**Problem description**
In the listing that follows, count every line with the word "Aounit" in it and write only the total.

**Provided entries**
################

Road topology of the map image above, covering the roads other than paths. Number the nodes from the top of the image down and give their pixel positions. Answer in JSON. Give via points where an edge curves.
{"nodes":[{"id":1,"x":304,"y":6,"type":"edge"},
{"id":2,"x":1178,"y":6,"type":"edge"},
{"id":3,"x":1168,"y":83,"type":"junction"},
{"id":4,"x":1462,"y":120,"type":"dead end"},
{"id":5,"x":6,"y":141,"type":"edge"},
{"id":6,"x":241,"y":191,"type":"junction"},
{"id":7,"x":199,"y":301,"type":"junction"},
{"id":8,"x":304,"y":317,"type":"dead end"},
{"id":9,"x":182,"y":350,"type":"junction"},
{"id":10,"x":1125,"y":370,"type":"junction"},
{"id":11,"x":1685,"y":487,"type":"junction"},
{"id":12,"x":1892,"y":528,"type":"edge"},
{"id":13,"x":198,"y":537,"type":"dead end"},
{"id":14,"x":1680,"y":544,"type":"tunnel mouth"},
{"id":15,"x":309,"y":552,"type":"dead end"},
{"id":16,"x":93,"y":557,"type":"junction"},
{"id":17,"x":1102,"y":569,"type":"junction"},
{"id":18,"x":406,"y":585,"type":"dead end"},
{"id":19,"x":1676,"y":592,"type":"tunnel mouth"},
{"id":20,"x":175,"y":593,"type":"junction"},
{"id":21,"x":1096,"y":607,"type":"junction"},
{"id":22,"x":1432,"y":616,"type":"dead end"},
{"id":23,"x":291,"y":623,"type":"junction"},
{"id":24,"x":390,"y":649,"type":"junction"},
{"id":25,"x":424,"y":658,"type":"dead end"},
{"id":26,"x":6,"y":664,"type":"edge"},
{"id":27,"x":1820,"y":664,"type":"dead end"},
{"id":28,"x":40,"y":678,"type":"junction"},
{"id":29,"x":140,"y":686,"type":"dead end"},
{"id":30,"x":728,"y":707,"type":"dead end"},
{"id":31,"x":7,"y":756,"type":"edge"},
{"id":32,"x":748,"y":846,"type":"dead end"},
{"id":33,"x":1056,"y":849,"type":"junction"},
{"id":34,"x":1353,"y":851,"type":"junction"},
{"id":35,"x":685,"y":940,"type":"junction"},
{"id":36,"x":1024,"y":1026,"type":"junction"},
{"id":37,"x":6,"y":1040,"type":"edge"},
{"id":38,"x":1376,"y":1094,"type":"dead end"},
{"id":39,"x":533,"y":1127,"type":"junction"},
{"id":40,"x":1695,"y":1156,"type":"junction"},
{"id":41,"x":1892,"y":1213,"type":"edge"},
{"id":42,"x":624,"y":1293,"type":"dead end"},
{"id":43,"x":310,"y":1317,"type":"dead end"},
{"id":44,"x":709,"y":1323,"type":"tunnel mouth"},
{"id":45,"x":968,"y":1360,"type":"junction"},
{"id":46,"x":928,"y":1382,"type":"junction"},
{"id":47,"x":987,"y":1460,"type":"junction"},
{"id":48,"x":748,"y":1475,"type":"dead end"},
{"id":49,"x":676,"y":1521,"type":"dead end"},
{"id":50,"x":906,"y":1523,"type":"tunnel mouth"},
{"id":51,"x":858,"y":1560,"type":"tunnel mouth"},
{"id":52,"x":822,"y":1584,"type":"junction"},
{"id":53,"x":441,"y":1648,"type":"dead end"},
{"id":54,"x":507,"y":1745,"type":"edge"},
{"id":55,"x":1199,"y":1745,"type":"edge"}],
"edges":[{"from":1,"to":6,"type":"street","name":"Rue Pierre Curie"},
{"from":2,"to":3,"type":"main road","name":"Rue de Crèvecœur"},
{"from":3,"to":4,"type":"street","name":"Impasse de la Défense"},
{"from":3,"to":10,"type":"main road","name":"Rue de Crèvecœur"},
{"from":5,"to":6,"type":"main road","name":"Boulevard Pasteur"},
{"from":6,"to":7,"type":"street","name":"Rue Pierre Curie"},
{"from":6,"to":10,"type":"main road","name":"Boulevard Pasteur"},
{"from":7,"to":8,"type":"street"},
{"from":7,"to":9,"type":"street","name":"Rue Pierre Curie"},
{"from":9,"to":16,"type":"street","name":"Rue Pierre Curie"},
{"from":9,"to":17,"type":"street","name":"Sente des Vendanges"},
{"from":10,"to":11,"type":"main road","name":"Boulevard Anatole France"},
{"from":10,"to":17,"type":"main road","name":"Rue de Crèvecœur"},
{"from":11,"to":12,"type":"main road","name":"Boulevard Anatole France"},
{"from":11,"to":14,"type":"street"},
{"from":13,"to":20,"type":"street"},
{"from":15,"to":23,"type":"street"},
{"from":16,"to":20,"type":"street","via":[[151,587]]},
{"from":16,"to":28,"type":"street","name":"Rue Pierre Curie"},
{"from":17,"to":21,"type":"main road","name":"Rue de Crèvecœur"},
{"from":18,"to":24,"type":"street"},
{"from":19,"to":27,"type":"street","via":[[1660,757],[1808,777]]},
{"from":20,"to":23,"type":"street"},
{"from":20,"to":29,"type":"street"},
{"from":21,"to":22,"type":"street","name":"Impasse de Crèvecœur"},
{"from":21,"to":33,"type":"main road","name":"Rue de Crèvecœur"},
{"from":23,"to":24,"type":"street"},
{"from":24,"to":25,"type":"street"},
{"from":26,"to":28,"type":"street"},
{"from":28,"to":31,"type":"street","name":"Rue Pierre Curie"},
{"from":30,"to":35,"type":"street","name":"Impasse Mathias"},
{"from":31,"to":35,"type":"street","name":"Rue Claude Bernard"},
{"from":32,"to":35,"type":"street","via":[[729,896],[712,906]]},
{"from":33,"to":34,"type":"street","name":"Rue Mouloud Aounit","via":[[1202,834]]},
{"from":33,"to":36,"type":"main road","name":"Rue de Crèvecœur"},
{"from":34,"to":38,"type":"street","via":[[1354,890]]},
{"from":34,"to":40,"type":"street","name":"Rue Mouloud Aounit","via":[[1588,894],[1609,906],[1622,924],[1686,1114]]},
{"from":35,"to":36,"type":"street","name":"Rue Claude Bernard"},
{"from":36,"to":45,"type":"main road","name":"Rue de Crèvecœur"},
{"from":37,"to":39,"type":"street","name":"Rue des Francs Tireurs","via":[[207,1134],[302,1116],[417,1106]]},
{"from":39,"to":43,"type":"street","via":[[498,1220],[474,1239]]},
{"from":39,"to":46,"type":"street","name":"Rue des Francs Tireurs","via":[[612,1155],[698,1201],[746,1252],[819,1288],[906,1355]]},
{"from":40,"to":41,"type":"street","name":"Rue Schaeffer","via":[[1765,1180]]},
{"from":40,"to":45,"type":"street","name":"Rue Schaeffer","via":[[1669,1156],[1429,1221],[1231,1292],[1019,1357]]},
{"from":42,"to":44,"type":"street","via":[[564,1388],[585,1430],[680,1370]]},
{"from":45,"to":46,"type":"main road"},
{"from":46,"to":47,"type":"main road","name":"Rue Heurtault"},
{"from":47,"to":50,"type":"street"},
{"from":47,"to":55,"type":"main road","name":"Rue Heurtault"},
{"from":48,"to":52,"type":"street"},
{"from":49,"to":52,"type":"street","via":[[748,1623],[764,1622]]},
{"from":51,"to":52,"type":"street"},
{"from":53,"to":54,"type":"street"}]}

################

**Solution to this exercise**
2